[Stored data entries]
══════

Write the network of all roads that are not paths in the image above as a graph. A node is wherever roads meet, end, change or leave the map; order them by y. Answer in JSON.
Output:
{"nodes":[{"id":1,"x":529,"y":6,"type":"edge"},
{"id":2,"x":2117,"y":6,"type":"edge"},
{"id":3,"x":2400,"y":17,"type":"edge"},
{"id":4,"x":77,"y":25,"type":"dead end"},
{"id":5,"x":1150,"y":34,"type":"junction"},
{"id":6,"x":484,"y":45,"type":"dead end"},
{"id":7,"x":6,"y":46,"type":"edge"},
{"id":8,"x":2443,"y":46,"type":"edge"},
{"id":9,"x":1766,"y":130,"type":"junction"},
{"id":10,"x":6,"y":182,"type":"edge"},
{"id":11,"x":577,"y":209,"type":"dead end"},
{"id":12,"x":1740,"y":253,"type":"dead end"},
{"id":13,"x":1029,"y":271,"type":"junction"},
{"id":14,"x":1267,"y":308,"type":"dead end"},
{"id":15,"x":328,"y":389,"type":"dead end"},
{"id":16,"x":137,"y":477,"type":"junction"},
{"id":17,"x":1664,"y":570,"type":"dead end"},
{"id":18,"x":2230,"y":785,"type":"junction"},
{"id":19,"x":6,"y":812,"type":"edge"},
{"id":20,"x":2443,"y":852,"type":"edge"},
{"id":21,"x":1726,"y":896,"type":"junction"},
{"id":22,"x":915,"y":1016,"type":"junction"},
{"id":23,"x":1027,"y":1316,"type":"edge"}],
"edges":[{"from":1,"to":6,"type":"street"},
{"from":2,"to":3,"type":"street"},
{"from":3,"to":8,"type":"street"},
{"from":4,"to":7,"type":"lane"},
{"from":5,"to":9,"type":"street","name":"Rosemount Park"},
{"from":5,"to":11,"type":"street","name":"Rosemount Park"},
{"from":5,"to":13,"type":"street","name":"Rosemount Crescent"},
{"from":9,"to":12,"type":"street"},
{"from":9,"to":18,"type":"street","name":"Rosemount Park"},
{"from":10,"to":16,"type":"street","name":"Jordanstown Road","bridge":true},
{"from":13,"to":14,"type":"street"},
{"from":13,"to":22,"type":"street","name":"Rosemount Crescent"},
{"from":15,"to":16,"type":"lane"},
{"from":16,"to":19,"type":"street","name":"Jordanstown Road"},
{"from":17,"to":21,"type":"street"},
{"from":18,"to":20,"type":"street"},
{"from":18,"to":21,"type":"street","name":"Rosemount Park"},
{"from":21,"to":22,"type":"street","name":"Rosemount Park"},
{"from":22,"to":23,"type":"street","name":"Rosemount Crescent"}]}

══════

A verbatim restatement of all the entries above is required.

→ ANSWER SECTION
Write the network of all roads that are not paths in the image above as a graph. A node is wherever roads meet, end, change or leave the map; order them by y. Answer in JSON.
Output:
{"nodes":[{"id":1,"x":529,"y":6,"type":"edge"},
{"id":2,"x":2117,"y":6,"type":"edge"},
{"id":3,"x":2400,"y":17,"type":"edge"},
{"id":4,"x":77,"y":25,"type":"dead end"},
{"id":5,"x":1150,"y":34,"type":"junction"},
{"id":6,"x":484,"y":45,"type":"dead end"},
{"id":7,"x":6,"y":46,"type":"edge"},
{"id":8,"x":2443,"y":46,"type":"edge"},
{"id":9,"x":1766,"y":130,"type":"junction"},
{"id":10,"x":6,"y":182,"type":"edge"},
{"id":11,"x":577,"y":209,"type":"dead end"},
{"id":12,"x":1740,"y":253,"type":"dead end"},
{"id":13,"x":1029,"y":271,"type":"junction"},
{"id":14,"x":1267,"y":308,"type":"dead end"},
{"id":15,"x":328,"y":389,"type":"dead end"},
{"id":16,"x":137,"y":477,"type":"junction"},
{"id":17,"x":1664,"y":570,"type":"dead end"},
{"id":18,"x":2230,"y":785,"type":"junction"},
{"id":19,"x":6,"y":812,"type":"edge"},
{"id":20,"x":2443,"y":852,"type":"edge"},
{"id":21,"x":1726,"y":896,"type":"junction"},
{"id":22,"x":915,"y":1016,"type":"junction"},
{"id":23,"x":1027,"y":1316,"type":"edge"}],
"edges":[{"from":1,"to":6,"type":"street"},
{"from":2,"to":3,"type":"street"},
{"from":3,"to":8,"type":"street"},
{"from":4,"to":7,"type":"lane"},
{"from":5,"to":9,"type":"street","name":"Rosemount Park"},
{"from":5,"to":11,"type":"street","name":"Rosemount Park"},
{"from":5,"to":13,"type":"street","name":"Rosemount Crescent"},
{"from":9,"to":12,"type":"street"},
{"from":9,"to":18,"type":"street","name":"Rosemount Park"},
{"from":10,"to":16,"type":"street","name":"Jordanstown Road","bridge":true},
{"from":13,"to":14,"type":"street"},
{"from":13,"to":22,"type":"street","name":"Rosemount Crescent"},
{"from":15,"to":16,"type":"lane"},
{"from":16,"to":19,"type":"street","name":"Jordanstown Road"},
{"from":17,"to":21,"type":"street"},
{"from":18,"to":20,"type":"street"},
{"from":18,"to":21,"type":"street","name":"Rosemount Park"},
{"from":21,"to":22,"type":"street","name":"Rosemount Park"},
{"from":22,"to":23,"type":"street","name":"Rosemount Crescent"}]}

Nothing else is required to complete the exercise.